MLBでの二刀流実現 投手コーチは“寛容”、サイ・ヤング賞右腕は「不可能」

アリエッタは「実行不可能」も…名投手コーチは「見てみたい」

「20や22歳の若い選手なら出来るかもしれない。だけど、キャリアを通じて続けることが出来ない。最終的には、どちらがベストなのかを選ばなければならない。心底、私は可能だと言いたい。でも、本当にそうは思わないんだ」

 このように言及。二刀流選手の誕生を心の奥では望んでいるとしながら、現実的には厳しいとの見方を示した。実際にマイナー、メジャーでプレーし、結果を残してきた選手の言葉には実感がこもる。

 そして、右腕は大谷についても語っている。「もし彼がこのリーグでも出来ることをMLBに見せてくれたら、私たちは知ることになるだろう」と話し、「私が間違っていると証明されるかもしれない」とも言及。その上で「日常的に、体へ非常に大きな負担をかけてしまうという私の意見にほとんどの人が賛成してくれると思う」としている。昨年、日本で二刀流としてフル稼働した大谷自身も、今季は負傷で長期離脱を余儀なくされた。
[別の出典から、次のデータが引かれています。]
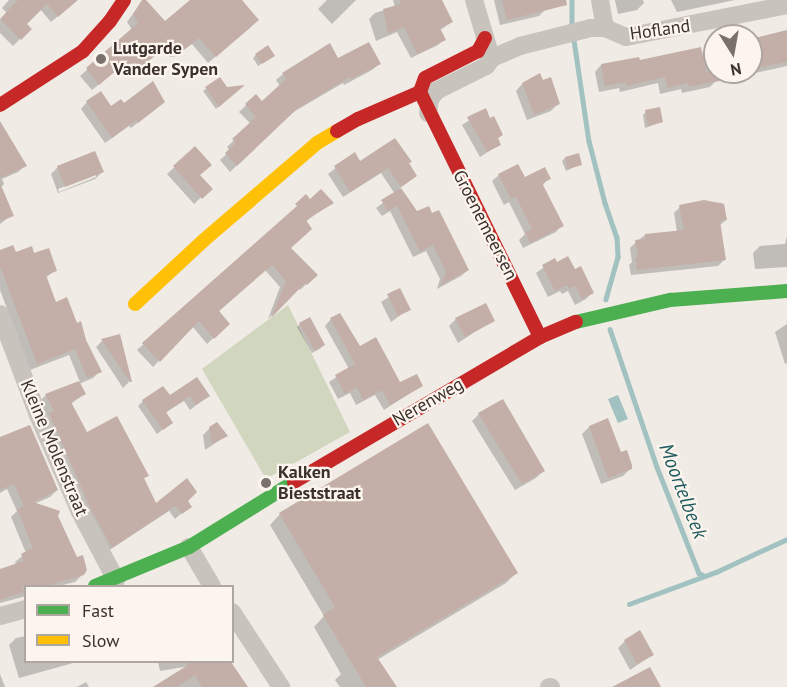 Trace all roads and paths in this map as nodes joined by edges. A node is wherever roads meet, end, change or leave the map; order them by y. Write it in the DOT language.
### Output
graph roads {
  1 [pos="124,0"];
  2 [pos="474,0"];
  3 [pos="600,0"];
  4 [pos="787,5"];
  5 [pos="605,28"];
  6 [pos="485,38"];
  7 [pos="492,58"];
  8 [pos="420,92"];
  9 [pos="0,105"];
  10 [pos="428,113"];
  11 [pos="787,291"];
  12 [pos="135,304"];
  13 [pos="0,314"];
  14 [pos="540,337"];
  15 [pos="189,547"];
  16 [pos="116,580"];
  17 [pos="98,585"];
  18 [pos="211,585"];
  19 [pos="24,610"];
  20 [pos="234,615"];
  21 [pos="0,616"];
  22 [pos="281,687"];
  1 -- 9 [label="street"];
  2 -- 6 [label="street"];
  3 -- 5 [label="street, Hofland"];
  4 -- 5 [label="street, Hofland"];
  5 -- 7 [label="street, Hofland"];
  6 -- 7 [label="street"];
  6 -- 8 [label="street"];
  7 -- 10 [label="street"];
  8 -- 10 [label="street, Groenemeersen"];
  8 -- 12 [label="street"];
  10 -- 14 [label="street, Groenemeersen"];
  11 -- 14 [label="street, Nerenweg"];
  13 -- 16 [label="street, Kleine Molenstraat"];
  14 -- 15 [label="street, Nerenweg"];
  15 -- 16 [label="street, Nerenweg"];
  15 -- 18 [label="street"];
  16 -- 17 [label="street, Nerenweg"];
  19 -- 21 [label="street"];
  20 -- 22 [label="street"];
} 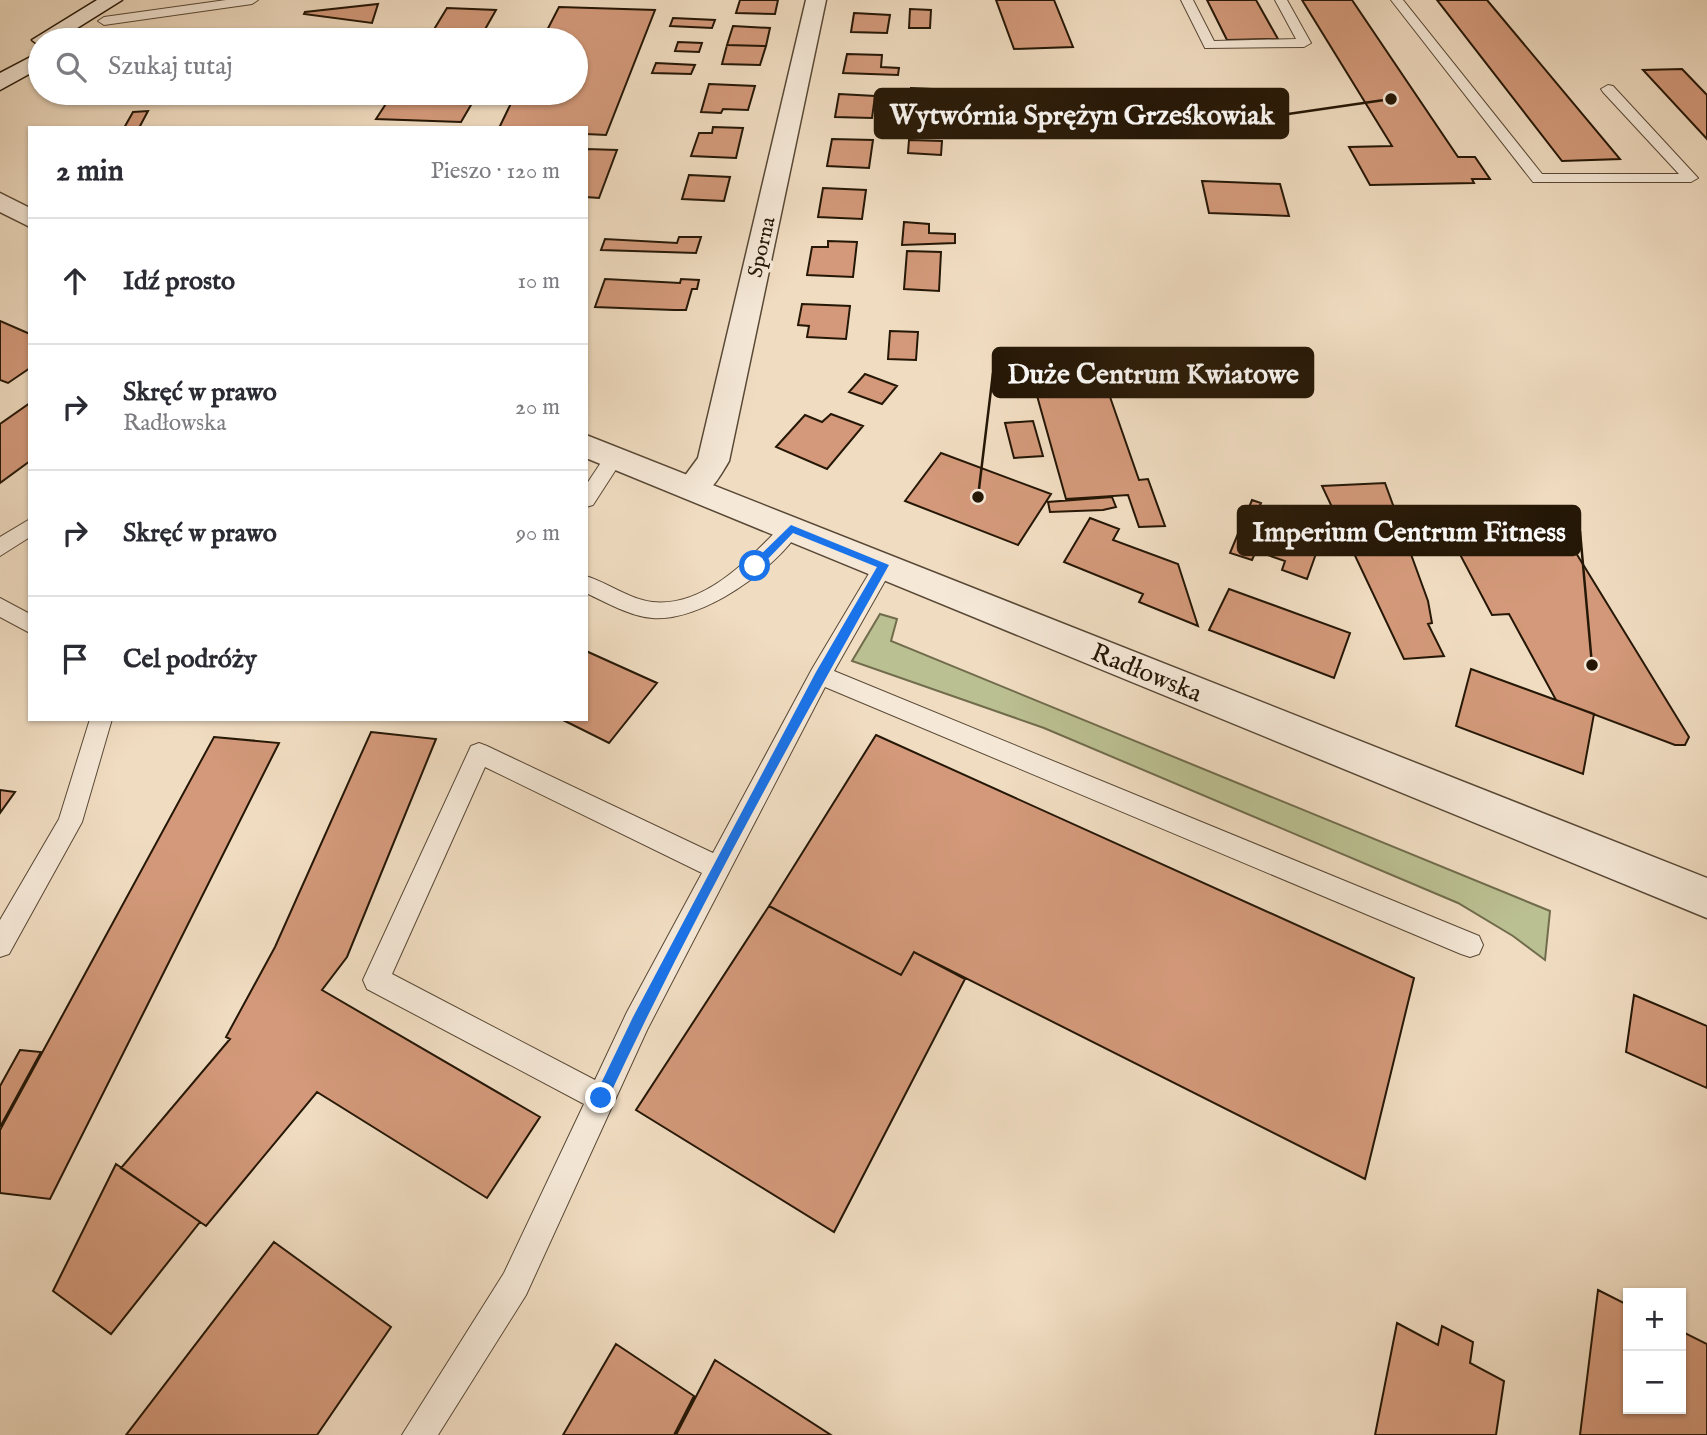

 大谷の渡米が実現した場合については、どちらかに専念すべきとの考えを示すメジャー関係者が多い一方、“挑戦”に理解を示す人間も少なくない。レンジャーズ時代にダルビッシュを指導した経験を持ち、現在はナショナルズで投手コーチを務めるマイク・マダックス氏は「投手も打席に立つのが、本来の野球。選ぶべき時が来るまでは続けてもいいのでは」と寛容な姿勢を示していた。名投手コーチは、あくまで「私も二刀流を見てみたい」とのスタンスだ。

 もっとも、アリエッタは記事の最後で「実行は不可能だと思う」とあらためて明言している。これがメジャーの現場のリアルな声であることは確かだ。大谷を含め、常識を覆す選手は出てくるのだろうか。